*** Begin section ***

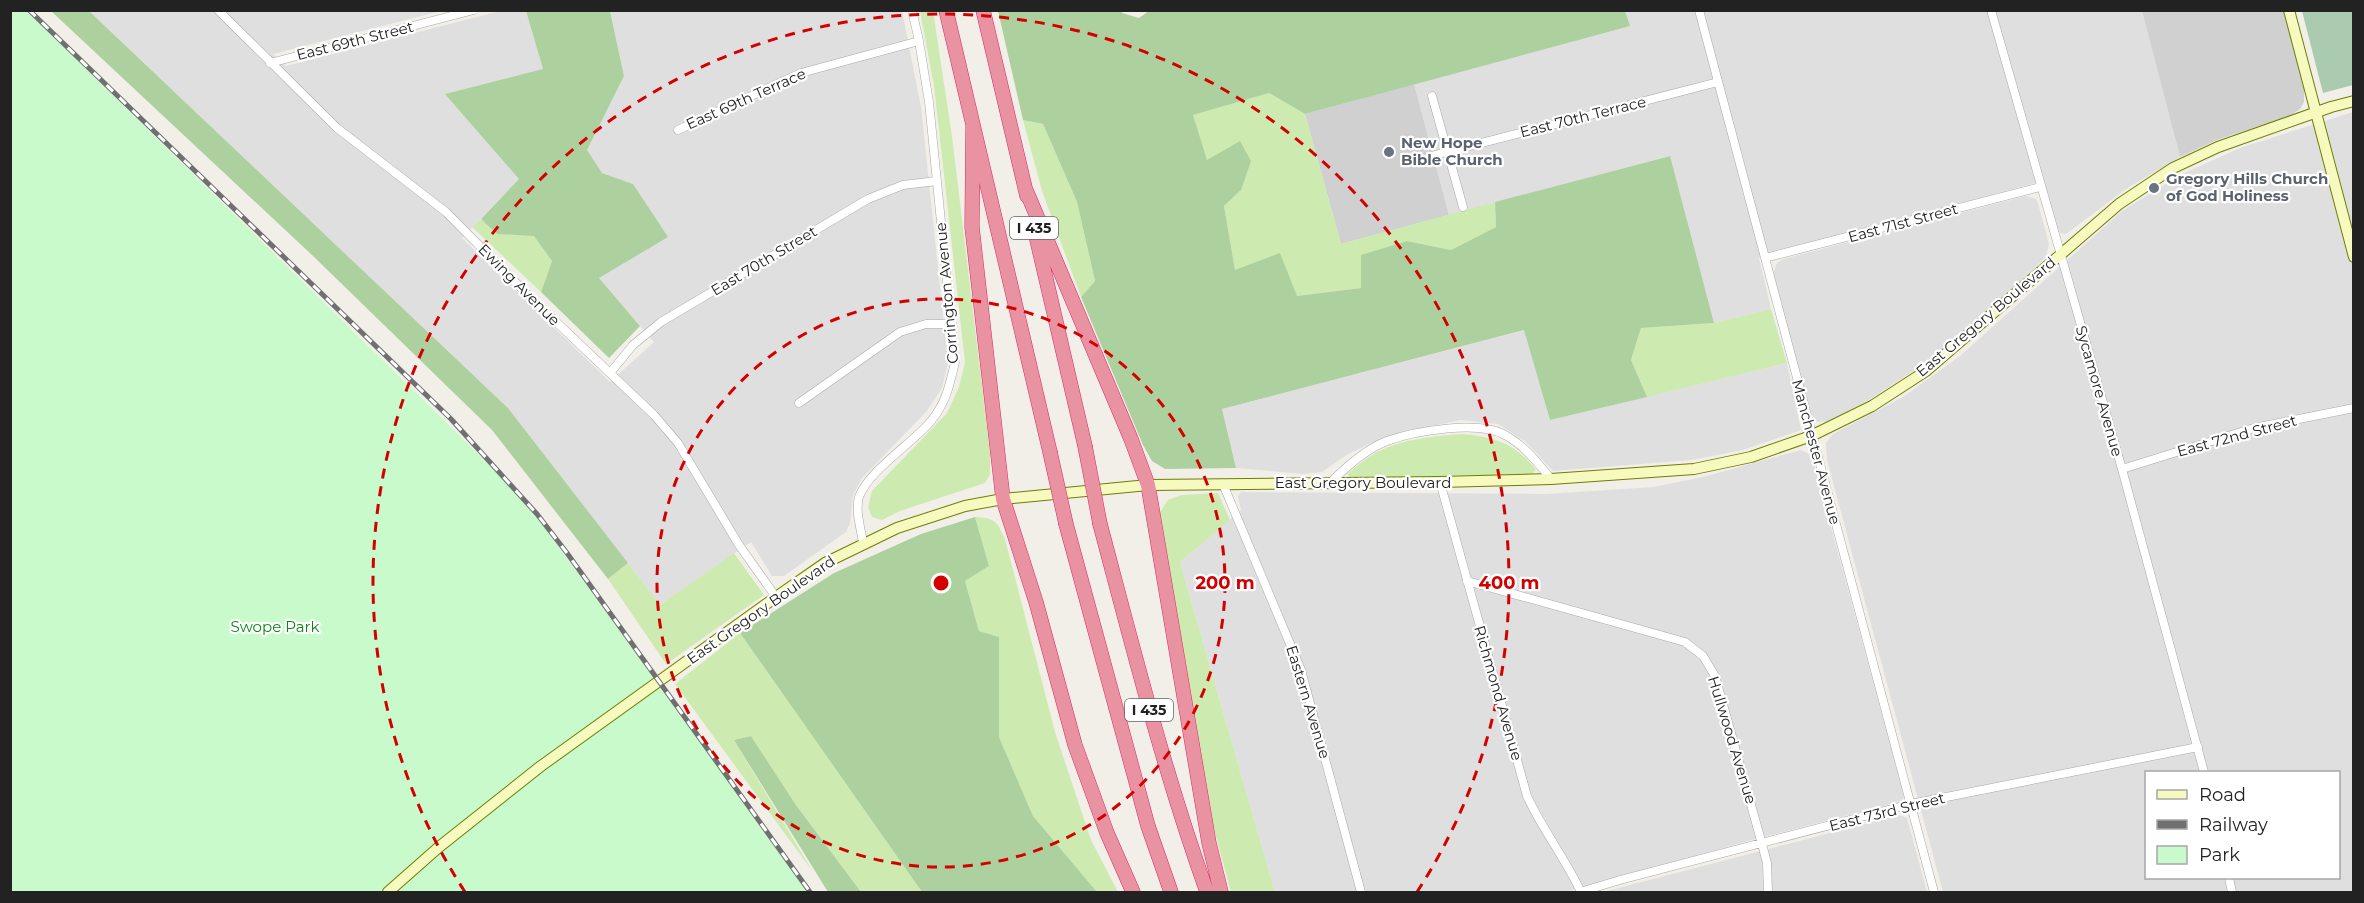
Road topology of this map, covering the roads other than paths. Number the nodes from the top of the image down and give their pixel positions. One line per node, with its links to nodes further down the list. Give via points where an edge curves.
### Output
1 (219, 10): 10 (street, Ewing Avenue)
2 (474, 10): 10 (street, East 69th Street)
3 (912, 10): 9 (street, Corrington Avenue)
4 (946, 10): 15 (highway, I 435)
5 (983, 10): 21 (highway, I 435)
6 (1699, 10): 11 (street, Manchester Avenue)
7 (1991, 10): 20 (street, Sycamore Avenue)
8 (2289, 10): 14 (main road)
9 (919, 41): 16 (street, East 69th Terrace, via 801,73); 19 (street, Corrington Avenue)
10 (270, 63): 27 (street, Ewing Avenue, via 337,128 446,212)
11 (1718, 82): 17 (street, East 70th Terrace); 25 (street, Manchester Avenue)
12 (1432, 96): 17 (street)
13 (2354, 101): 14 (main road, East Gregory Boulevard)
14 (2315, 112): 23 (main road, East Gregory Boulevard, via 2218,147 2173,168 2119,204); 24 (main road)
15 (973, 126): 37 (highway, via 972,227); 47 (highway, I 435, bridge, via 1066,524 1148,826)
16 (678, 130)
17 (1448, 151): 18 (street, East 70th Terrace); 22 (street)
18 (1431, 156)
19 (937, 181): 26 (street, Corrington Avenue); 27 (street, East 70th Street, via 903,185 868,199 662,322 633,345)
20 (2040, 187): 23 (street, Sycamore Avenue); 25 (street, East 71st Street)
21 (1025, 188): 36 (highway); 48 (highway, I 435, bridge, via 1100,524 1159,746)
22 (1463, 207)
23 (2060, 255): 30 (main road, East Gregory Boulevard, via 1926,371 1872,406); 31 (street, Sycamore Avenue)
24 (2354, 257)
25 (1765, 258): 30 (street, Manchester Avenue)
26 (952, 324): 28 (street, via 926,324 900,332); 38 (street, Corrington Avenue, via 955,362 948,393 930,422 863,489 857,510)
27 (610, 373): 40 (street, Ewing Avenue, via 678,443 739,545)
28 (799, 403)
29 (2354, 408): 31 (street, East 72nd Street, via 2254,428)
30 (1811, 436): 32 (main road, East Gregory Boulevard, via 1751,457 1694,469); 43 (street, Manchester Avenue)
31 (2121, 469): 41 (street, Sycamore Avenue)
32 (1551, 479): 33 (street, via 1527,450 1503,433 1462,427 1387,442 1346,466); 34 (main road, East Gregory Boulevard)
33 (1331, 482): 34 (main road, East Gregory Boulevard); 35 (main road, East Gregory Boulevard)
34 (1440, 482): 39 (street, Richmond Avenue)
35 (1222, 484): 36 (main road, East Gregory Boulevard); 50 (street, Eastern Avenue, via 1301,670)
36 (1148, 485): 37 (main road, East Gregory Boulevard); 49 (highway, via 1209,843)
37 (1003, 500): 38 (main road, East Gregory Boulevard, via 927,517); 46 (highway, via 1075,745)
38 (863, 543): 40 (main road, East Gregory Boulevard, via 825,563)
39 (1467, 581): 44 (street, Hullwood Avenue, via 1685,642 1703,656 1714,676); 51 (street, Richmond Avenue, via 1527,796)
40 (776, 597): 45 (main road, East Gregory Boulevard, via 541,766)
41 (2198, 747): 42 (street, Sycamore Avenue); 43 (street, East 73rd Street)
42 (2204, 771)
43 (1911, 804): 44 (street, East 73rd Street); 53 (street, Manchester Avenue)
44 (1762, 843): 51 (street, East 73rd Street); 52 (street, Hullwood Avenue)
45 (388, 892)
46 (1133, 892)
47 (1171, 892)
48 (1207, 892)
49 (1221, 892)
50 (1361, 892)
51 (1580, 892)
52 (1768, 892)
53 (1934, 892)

*** End section ***

PROBLEM TO SOLVE -> Give the number of lines in this material that include the string "Terrace", with no other text.

WRITTEN ANSWER -> 3